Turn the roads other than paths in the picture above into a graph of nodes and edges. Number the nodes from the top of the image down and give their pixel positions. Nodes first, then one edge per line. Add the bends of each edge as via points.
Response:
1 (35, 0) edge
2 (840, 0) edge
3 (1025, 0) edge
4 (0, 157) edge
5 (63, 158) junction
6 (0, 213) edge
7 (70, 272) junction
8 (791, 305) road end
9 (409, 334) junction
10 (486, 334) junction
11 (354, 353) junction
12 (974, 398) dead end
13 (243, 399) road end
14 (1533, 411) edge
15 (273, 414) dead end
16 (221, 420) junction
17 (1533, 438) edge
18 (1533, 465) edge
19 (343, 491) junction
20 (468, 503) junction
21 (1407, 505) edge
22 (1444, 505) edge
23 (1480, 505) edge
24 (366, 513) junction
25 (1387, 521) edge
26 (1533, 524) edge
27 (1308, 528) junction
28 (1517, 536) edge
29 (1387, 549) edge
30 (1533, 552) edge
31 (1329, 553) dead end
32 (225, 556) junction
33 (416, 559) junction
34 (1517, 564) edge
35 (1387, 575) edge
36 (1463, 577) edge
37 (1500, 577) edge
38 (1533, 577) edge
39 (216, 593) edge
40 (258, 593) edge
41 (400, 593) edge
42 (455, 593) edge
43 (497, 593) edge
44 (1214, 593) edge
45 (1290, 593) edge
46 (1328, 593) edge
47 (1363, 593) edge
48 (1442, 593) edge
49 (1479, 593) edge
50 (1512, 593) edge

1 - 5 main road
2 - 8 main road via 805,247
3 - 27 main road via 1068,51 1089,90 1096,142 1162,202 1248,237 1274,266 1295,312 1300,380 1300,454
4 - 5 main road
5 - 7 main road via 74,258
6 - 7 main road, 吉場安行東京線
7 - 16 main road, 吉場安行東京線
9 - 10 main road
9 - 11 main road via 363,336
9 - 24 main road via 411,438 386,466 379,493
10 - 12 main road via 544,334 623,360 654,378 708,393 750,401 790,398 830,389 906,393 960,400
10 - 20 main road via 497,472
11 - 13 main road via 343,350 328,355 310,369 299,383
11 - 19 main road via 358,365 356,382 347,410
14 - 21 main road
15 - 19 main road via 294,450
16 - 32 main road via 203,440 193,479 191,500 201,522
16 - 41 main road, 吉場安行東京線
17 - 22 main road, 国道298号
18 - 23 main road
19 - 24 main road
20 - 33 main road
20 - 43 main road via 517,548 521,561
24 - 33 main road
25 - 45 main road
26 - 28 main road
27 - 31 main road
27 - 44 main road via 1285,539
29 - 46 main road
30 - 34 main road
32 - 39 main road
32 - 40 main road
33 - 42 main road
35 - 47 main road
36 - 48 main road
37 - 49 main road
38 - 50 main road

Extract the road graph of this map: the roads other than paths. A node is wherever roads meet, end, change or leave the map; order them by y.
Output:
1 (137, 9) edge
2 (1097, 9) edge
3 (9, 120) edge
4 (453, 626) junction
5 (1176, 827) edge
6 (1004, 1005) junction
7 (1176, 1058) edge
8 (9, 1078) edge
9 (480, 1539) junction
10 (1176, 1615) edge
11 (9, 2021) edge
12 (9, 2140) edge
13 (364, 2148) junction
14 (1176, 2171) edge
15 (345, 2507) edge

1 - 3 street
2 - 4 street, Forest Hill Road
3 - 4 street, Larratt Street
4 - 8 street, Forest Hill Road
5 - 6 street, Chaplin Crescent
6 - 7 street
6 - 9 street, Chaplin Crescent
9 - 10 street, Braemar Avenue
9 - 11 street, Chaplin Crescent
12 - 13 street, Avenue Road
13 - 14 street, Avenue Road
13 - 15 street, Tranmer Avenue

++++++++++

_THE TASK_.
Restate the material above exactly, leaving nothing out.

_ANSWER BELOW_.
Turn the roads other than paths in the picture above into a graph of nodes and edges. Number the nodes from the top of the image down and give their pixel positions. Nodes first, then one edge per line. Add the bends of each edge as via points.
Response:
1 (35, 0) edge
2 (840, 0) edge
3 (1025, 0) edge
4 (0, 157) edge
5 (63, 158) junction
6 (0, 213) edge
7 (70, 272) junction
8 (791, 305) road end
9 (409, 334) junction
10 (486, 334) junction
11 (354, 353) junction
12 (974, 398) dead end
13 (243, 399) road end
14 (1533, 411) edge
15 (273, 414) dead end
16 (221, 420) junction
17 (1533, 438) edge
18 (1533, 465) edge
19 (343, 491) junction
20 (468, 503) junction
21 (1407, 505) edge
22 (1444, 505) edge
23 (1480, 505) edge
24 (366, 513) junction
25 (1387, 521) edge
26 (1533, 524) edge
27 (1308, 528) junction
28 (1517, 536) edge
29 (1387, 549) edge
30 (1533, 552) edge
31 (1329, 553) dead end
32 (225, 556) junction
33 (416, 559) junction
34 (1517, 564) edge
35 (1387, 575) edge
36 (1463, 577) edge
37 (1500, 577) edge
38 (1533, 577) edge
39 (216, 593) edge
40 (258, 593) edge
41 (400, 593) edge
42 (455, 593) edge
43 (497, 593) edge
44 (1214, 593) edge
45 (1290, 593) edge
46 (1328, 593) edge
47 (1363, 593) edge
48 (1442, 593) edge
49 (1479, 593) edge
50 (1512, 593) edge

1 - 5 main road
2 - 8 main road via 805,247
3 - 27 main road via 1068,51 1089,90 1096,142 1162,202 1248,237 1274,266 1295,312 1300,380 1300,454
4 - 5 main road
5 - 7 main road via 74,258
6 - 7 main road, 吉場安行東京線
7 - 16 main road, 吉場安行東京線
9 - 10 main road
9 - 11 main road via 363,336
9 - 24 main road via 411,438 386,466 379,493
10 - 12 main road via 544,334 623,360 654,378 708,393 750,401 790,398 830,389 906,393 960,400
10 - 20 main road via 497,472
11 - 13 main road via 343,350 328,355 310,369 299,383
11 - 19 main road via 358,365 356,382 347,410
14 - 21 main road
15 - 19 main road via 294,450
16 - 32 main road via 203,440 193,479 191,500 201,522
16 - 41 main road, 吉場安行東京線
17 - 22 main road, 国道298号
18 - 23 main road
19 - 24 main road
20 - 33 main road
20 - 43 main road via 517,548 521,561
24 - 33 main road
25 - 45 main road
26 - 28 main road
27 - 31 main road
27 - 44 main road via 1285,539
29 - 46 main road
30 - 34 main road
32 - 39 main road
32 - 40 main road
33 - 42 main road
35 - 47 main road
36 - 48 main road
37 - 49 main road
38 - 50 main road

Extract the road graph of this map: the roads other than paths. A node is wherever roads meet, end, change or leave the map; order them by y.
Output:
1 (137, 9) edge
2 (1097, 9) edge
3 (9, 120) edge
4 (453, 626) junction
5 (1176, 827) edge
6 (1004, 1005) junction
7 (1176, 1058) edge
8 (9, 1078) edge
9 (480, 1539) junction
10 (1176, 1615) edge
11 (9, 2021) edge
12 (9, 2140) edge
13 (364, 2148) junction
14 (1176, 2171) edge
15 (345, 2507) edge

1 - 3 street
2 - 4 street, Forest Hill Road
3 - 4 street, Larratt Street
4 - 8 street, Forest Hill Road
5 - 6 street, Chaplin Crescent
6 - 7 street
6 - 9 street, Chaplin Crescent
9 - 10 street, Braemar Avenue
9 - 11 street, Chaplin Crescent
12 - 13 street, Avenue Road
13 - 14 street, Avenue Road
13 - 15 street, Tranmer Avenue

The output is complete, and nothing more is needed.